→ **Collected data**

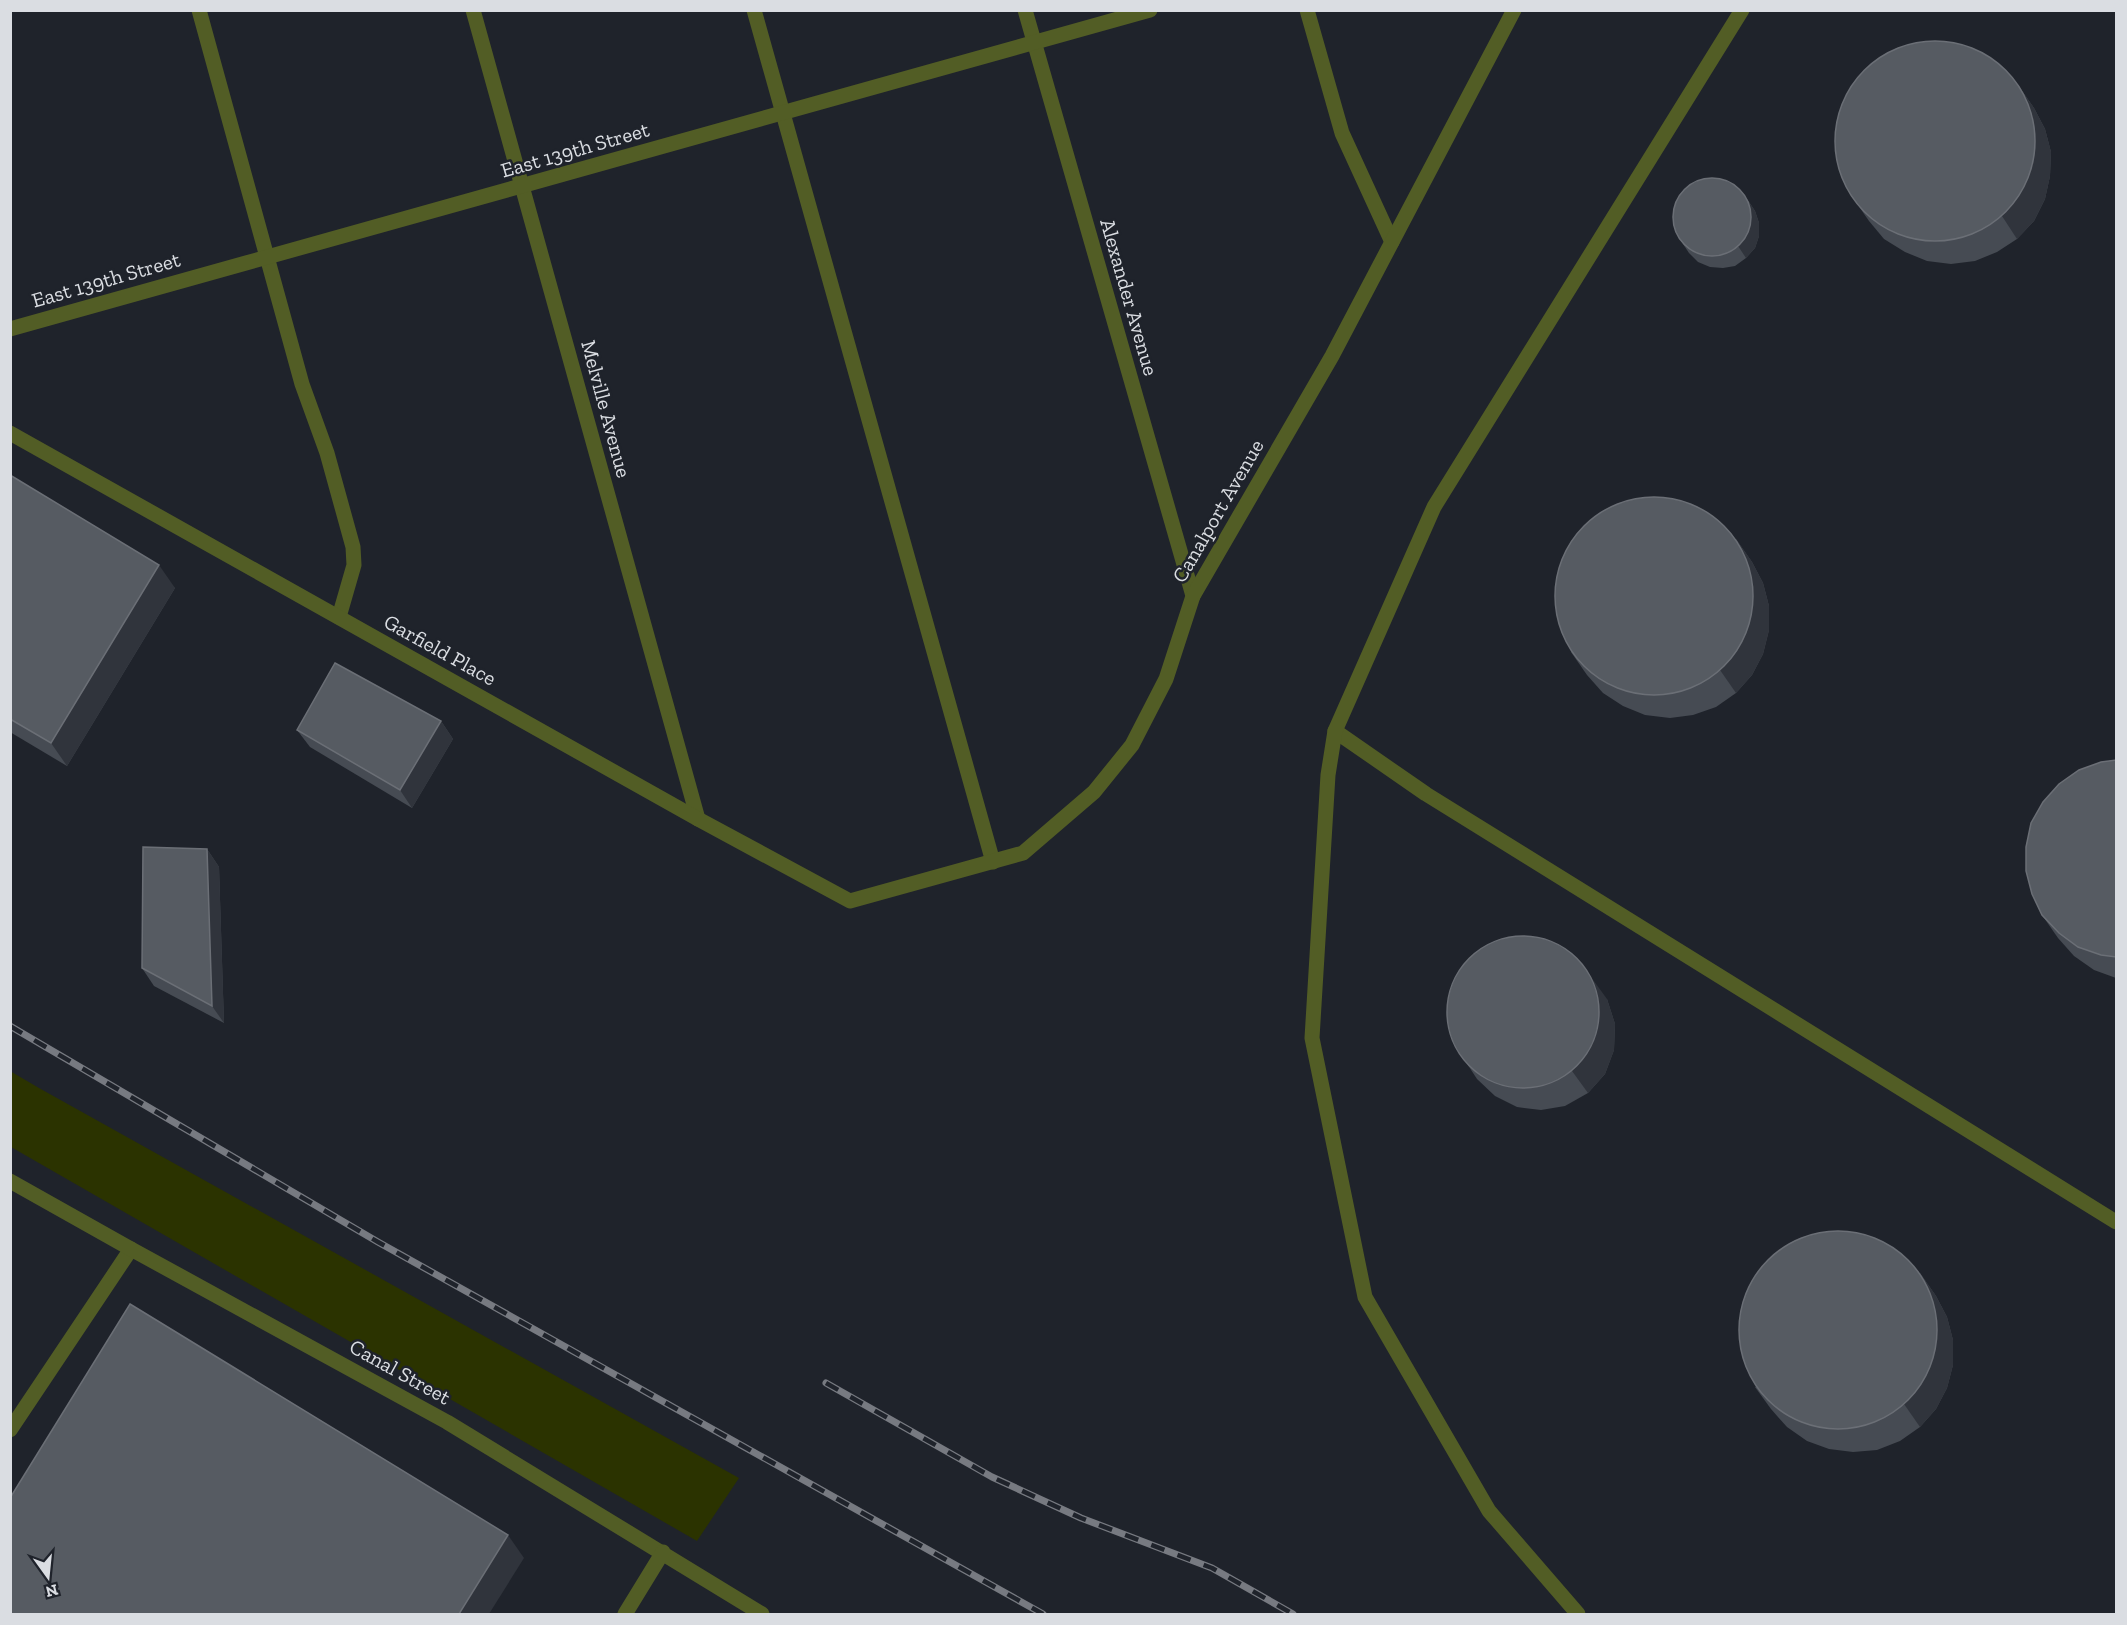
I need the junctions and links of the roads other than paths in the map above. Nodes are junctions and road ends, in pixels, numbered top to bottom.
1 (199, 10) edge
2 (473, 10) edge
3 (754, 10) edge
4 (1025, 10) edge
5 (1150, 10) edge
6 (1307, 10) edge
7 (1515, 10) edge
8 (1742, 10) edge
9 (1034, 43) junction
10 (782, 114) junction
11 (523, 186) junction
12 (1392, 242) junction
13 (267, 257) junction
14 (10, 329) edge
15 (10, 433) edge
16 (1193, 596) junction
17 (339, 617) junction
18 (1335, 731) junction
19 (698, 819) junction
20 (993, 862) junction
21 (850, 902) joint
22 (10, 1181) edge
23 (2116, 1222) edge
24 (131, 1249) junction
25 (10, 1430) edge
26 (663, 1552) junction
27 (625, 1614) edge
28 (762, 1614) edge
29 (1578, 1614) edge

1 - 13 street
2 - 11 street, Melville Avenue
3 - 10 street
4 - 9 street, Alexander Avenue
5 - 9 street, East 139th Street
6 - 12 street
7 - 12 street, Canalport Avenue
8 - 18 street
9 - 10 street, East 139th Street
9 - 16 street, Alexander Avenue
10 - 11 street, East 139th Street
10 - 20 street
11 - 13 street, East 139th Street
11 - 19 street, Melville Avenue
12 - 16 street, Canalport Avenue
13 - 14 street, East 139th Street
13 - 17 street
15 - 17 street, Garfield Place
16 - 20 street, Canalport Avenue
17 - 19 street, Garfield Place
18 - 23 street
18 - 29 street
19 - 21 street, Garfield Place
20 - 21 street, Canalport Avenue
22 - 24 street, Canal Street
24 - 25 street
24 - 26 street, Canal Street
26 - 27 street
26 - 28 street, Canal Street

→ **Your task**
Please repeat each line above exactly as it appears, but omit the pictures.

→ **Final answer**
I need the junctions and links of the roads other than paths in the map above. Nodes are junctions and road ends, in pixels, numbered top to bottom.
1 (199, 10) edge
2 (473, 10) edge
3 (754, 10) edge
4 (1025, 10) edge
5 (1150, 10) edge
6 (1307, 10) edge
7 (1515, 10) edge
8 (1742, 10) edge
9 (1034, 43) junction
10 (782, 114) junction
11 (523, 186) junction
12 (1392, 242) junction
13 (267, 257) junction
14 (10, 329) edge
15 (10, 433) edge
16 (1193, 596) junction
17 (339, 617) junction
18 (1335, 731) junction
19 (698, 819) junction
20 (993, 862) junction
21 (850, 902) joint
22 (10, 1181) edge
23 (2116, 1222) edge
24 (131, 1249) junction
25 (10, 1430) edge
26 (663, 1552) junction
27 (625, 1614) edge
28 (762, 1614) edge
29 (1578, 1614) edge

1 - 13 street
2 - 11 street, Melville Avenue
3 - 10 street
4 - 9 street, Alexander Avenue
5 - 9 street, East 139th Street
6 - 12 street
7 - 12 street, Canalport Avenue
8 - 18 street
9 - 10 street, East 139th Street
9 - 16 street, Alexander Avenue
10 - 11 street, East 139th Street
10 - 20 street
11 - 13 street, East 139th Street
11 - 19 street, Melville Avenue
12 - 16 street, Canalport Avenue
13 - 14 street, East 139th Street
13 - 17 street
15 - 17 street, Garfield Place
16 - 20 street, Canalport Avenue
17 - 19 street, Garfield Place
18 - 23 street
18 - 29 street
19 - 21 street, Garfield Place
20 - 21 street, Canalport Avenue
22 - 24 street, Canal Street
24 - 25 street
24 - 26 street, Canal Street
26 - 27 street
26 - 28 street, Canal Street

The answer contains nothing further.